Department of Medical Physics, Memorial Sloan Kettering Cancer Center, New York, NY, 10065, USA.
Department of Pathology, Memorial Sloan Kettering Cancer Center, New York, NY, 10065, USA.
Med Phys. 2017 Oct;44(10):5089-5095. doi: 10.1002/mp.12334. Epub 2017 Jul 12.
The purpose of this study is to quantify tumor displacement during real-time PET/CT guided biopsy and to investigate correlations between tumor displacement and false-negative results.
19 patients who underwent real-time F-FDG PET-guided biopsy and were found positive for malignancy were included in this study under IRB approval. PET/CT images were acquired for all patients within minutes prior to biopsy to visualize the FDG-avid region and plan the needle insertion. The biopsy needle was inserted and a post-insertion CT scan was acquired. The two CT scans acquired before and after needle insertion were registered using a deformable image registration (DIR) algorithm. The DIR deformation vector field (DVF) was used to calculate the mean displacement between the pre-insertion and post-insertion CT scans for a region around the tip of the biopsy needle. For 12 patients one biopsy core from each was tracked during histopathological testing to investigate correlations of the mean displacement between the two CT scans and false-negative or true-positive biopsy results. For 11 patients, two PET scans were acquired; one at the beginning of the procedure, pre-needle insertion, and an additional one with the needle in place. The pre-insertion PET scan was corrected for intraprocedural motion by applying the DVF. The corrected PET was compared with the post-needle insertion PET to validate the correction method.
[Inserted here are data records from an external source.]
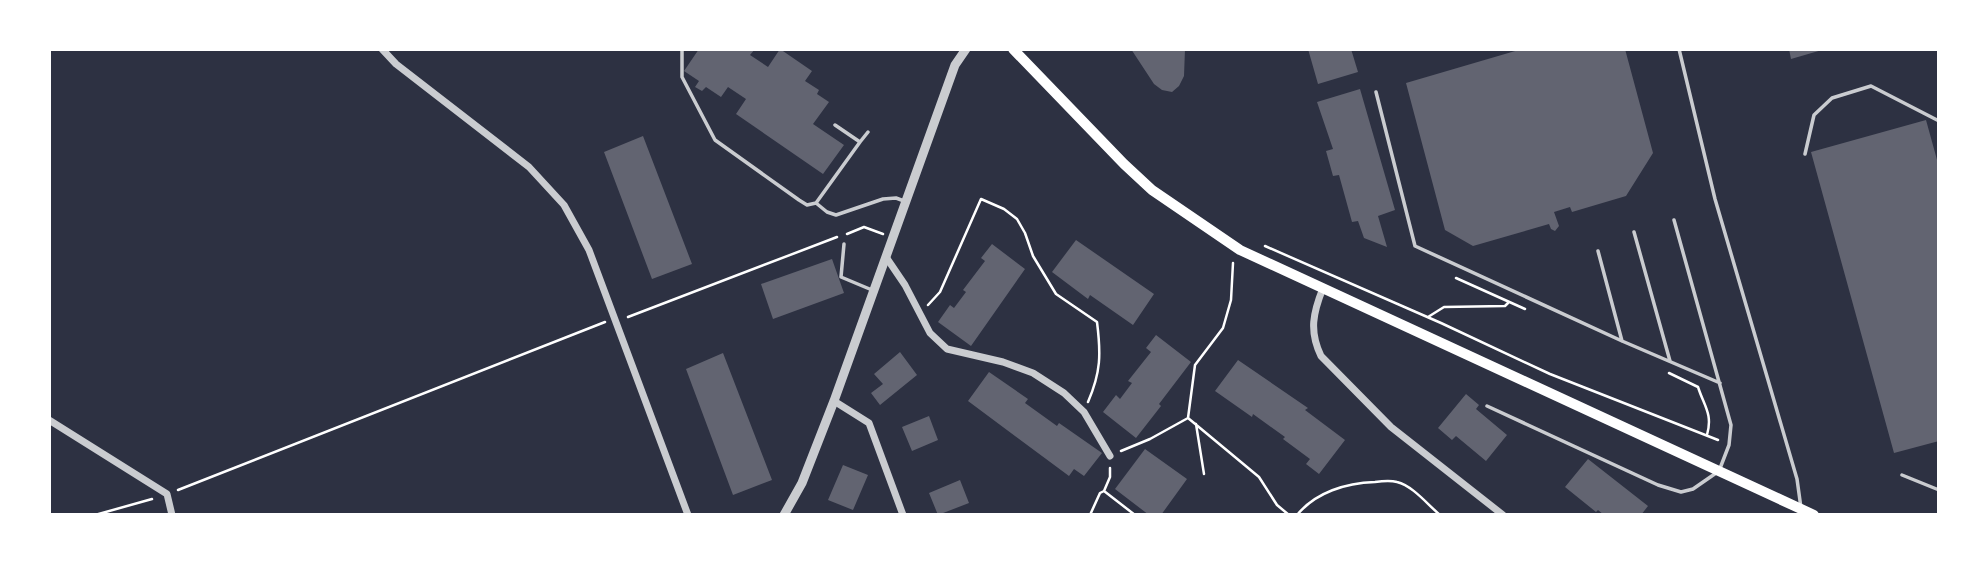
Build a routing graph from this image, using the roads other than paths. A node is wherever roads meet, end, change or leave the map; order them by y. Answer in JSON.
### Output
{"nodes":[{"id":1,"x":382,"y":49,"type":"edge"},
{"id":2,"x":682,"y":49,"type":"edge"},
{"id":3,"x":966,"y":49,"type":"edge"},
{"id":4,"x":1013,"y":49,"type":"edge"},
{"id":5,"x":1679,"y":49,"type":"edge"},
{"id":6,"x":1376,"y":92,"type":"dead end"},
{"id":7,"x":1939,"y":121,"type":"edge"},
{"id":8,"x":835,"y":125,"type":"dead end"},
{"id":9,"x":868,"y":132,"type":"dead end"},
{"id":10,"x":860,"y":142,"type":"junction"},
{"id":11,"x":1805,"y":154,"type":"dead end"},
{"id":12,"x":906,"y":201,"type":"junction"},
{"id":13,"x":816,"y":203,"type":"junction"},
{"id":14,"x":1675,"y":220,"type":"dead end"},
{"id":15,"x":1634,"y":232,"type":"dead end"},
{"id":16,"x":844,"y":244,"type":"dead end"},
{"id":17,"x":1598,"y":251,"type":"dead end"},
{"id":18,"x":886,"y":257,"type":"junction"},
{"id":19,"x":1323,"y":288,"type":"junction"},
{"id":20,"x":874,"y":290,"type":"junction"},
{"id":21,"x":1622,"y":341,"type":"junction"},
{"id":22,"x":1670,"y":361,"type":"junction"},
{"id":23,"x":1720,"y":383,"type":"junction"},
{"id":24,"x":834,"y":401,"type":"junction"},
{"id":25,"x":1487,"y":406,"type":"dead end"},
{"id":26,"x":49,"y":420,"type":"edge"},
{"id":27,"x":1110,"y":456,"type":"road end"},
{"id":28,"x":1719,"y":471,"type":"junction"},
{"id":29,"x":1902,"y":475,"type":"dead end"},
{"id":30,"x":1939,"y":490,"type":"edge"},
{"id":31,"x":1801,"y":510,"type":"junction"},
{"id":32,"x":172,"y":515,"type":"edge"},
{"id":33,"x":688,"y":515,"type":"edge"},
{"id":34,"x":784,"y":515,"type":"edge"},
{"id":35,"x":903,"y":515,"type":"edge"},
{"id":36,"x":1503,"y":515,"type":"edge"},
{"id":37,"x":1814,"y":515,"type":"edge"}],
"edges":[{"from":1,"to":33,"type":"street"},
{"from":2,"to":13,"type":"lane"},
{"from":3,"to":12,"type":"street"},
{"from":4,"to":19,"type":"main road"},
{"from":5,"to":31,"type":"lane"},
{"from":6,"to":21,"type":"lane"},
{"from":7,"to":11,"type":"lane"},
{"from":8,"to":10,"type":"lane"},
{"from":9,"to":10,"type":"lane"},
{"from":10,"to":13,"type":"lane"},
{"from":12,"to":13,"type":"lane"},
{"from":12,"to":18,"type":"street"},
{"from":14,"to":23,"type":"lane"},
{"from":15,"to":22,"type":"lane"},
{"from":16,"to":20,"type":"lane"},
{"from":17,"to":21,"type":"lane"},
{"from":18,"to":20,"type":"street"},
{"from":18,"to":27,"type":"street"},
{"from":19,"to":28,"type":"main road"},
{"from":19,"to":36,"type":"street"},
{"from":20,"to":24,"type":"street"},
{"from":21,"to":22,"type":"lane"},
{"from":22,"to":23,"type":"lane"},
{"from":23,"to":28,"type":"lane"},
{"from":24,"to":34,"type":"street"},
{"from":24,"to":35,"type":"street"},
{"from":25,"to":28,"type":"lane"},
{"from":26,"to":32,"type":"street"},
{"from":28,"to":31,"type":"main road"},
{"from":29,"to":30,"type":"lane"},
{"from":31,"to":37,"type":"main road"}]}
The mean displacement of tissue around the needle between the pre-biopsy CT and the postneedle insertion CT was 5.1 mm (min = 1.1 mm, max = 10.9 mm and SD = 3.0 mm). For mean displacements larger than 7.2 mm, the biopsy cores gave false-negative results. Correcting pre-biopsy PET using the DVF improved the PET/CT registration in 8 of 11 cases.
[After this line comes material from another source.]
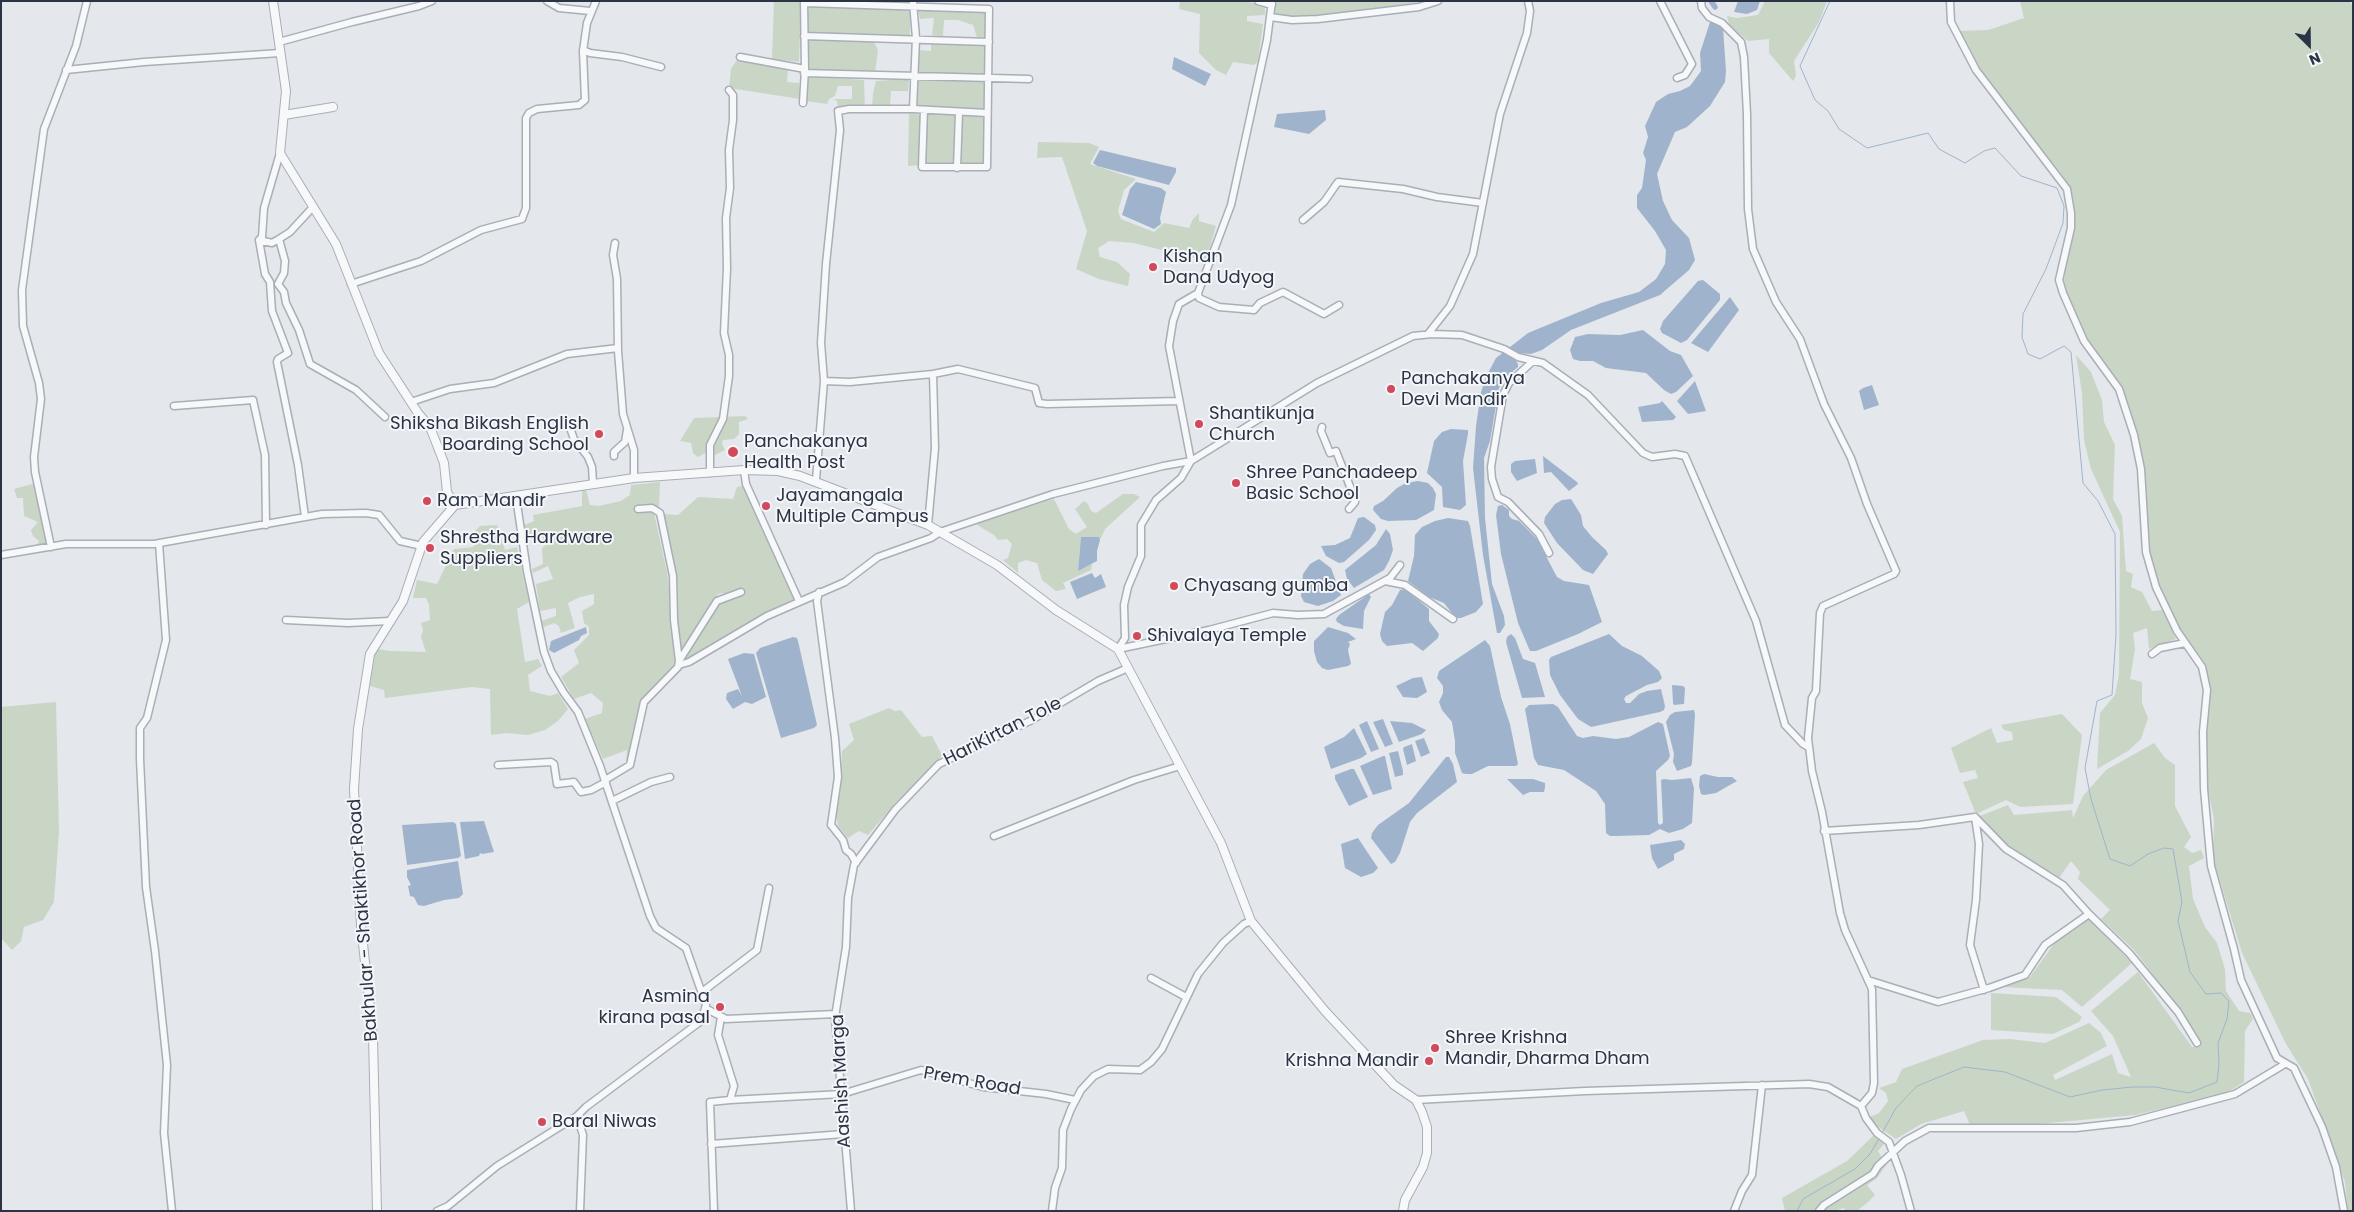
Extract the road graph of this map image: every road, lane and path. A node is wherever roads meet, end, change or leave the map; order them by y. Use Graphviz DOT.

The DVF obtained from DIR of the CT scans can be used for evaluation and correction of the error in needle placement with respect to the FDG-avid area. Misregistration between the pre-biopsy PET and the CT acquired with the needle in place was shown to correlate with false negative biopsy results.
本研究旨在量化实时 PET/CT 引导活检过程中的肿瘤移位,并探讨肿瘤移位与假阴性结果之间的相关性。
本研究经机构审查委员会批准,共纳入 19 例在实时 F-FDG PET 引导活检中发现恶性肿瘤的患者。所有患者均在活检前数分钟内进行 PET/CT 扫描,以可视化 FDG 摄取区域并规划穿刺针插入路径。插入活检针后,立即进行 CT 扫描。使用可变形图像配准(DIR)算法对插入前后的两次 CT 扫描进行配准。使用 DIR 变形向量场(DVF)计算活检针尖端周围区域的预插入和后插入 CT 扫描之间的平均位移。对 12 例患者,在组织病理学检查中对每个活检样本的一个核心进行了跟踪,以研究两次 CT 扫描之间的平均位移与假阴性或真阳性活检结果的相关性。对 11 例患者,进行了两次 PET 扫描;一次在手术开始前,即针插入前,另一次在针插入后。通过应用 DVF 对术中运动进行校正,对针插入前的 PET 进行校正。将校正后的 PET 与针插入后的 PET 进行比较,以验证校正方法。
活检前 CT 和针插入后 CT 之间针周围组织的平均位移为 5.1mm(最小值为 1.1mm,最大值为 10.9mm,标准差为 3.0mm)。对于大于 7.2mm 的平均位移,活检样本的结果为假阴性。使用 DVF 校正针插入前的 PET 可改善 11 例中的 8 例 PET/CT 配准。
从 CT 扫描的 DIR 获得的 DVF 可用于评估和校正 FDG 摄取区域的针放置误差。在针插入后的 CT 与针插入前的 PET 之间的配准错误与假阴性活检结果相关。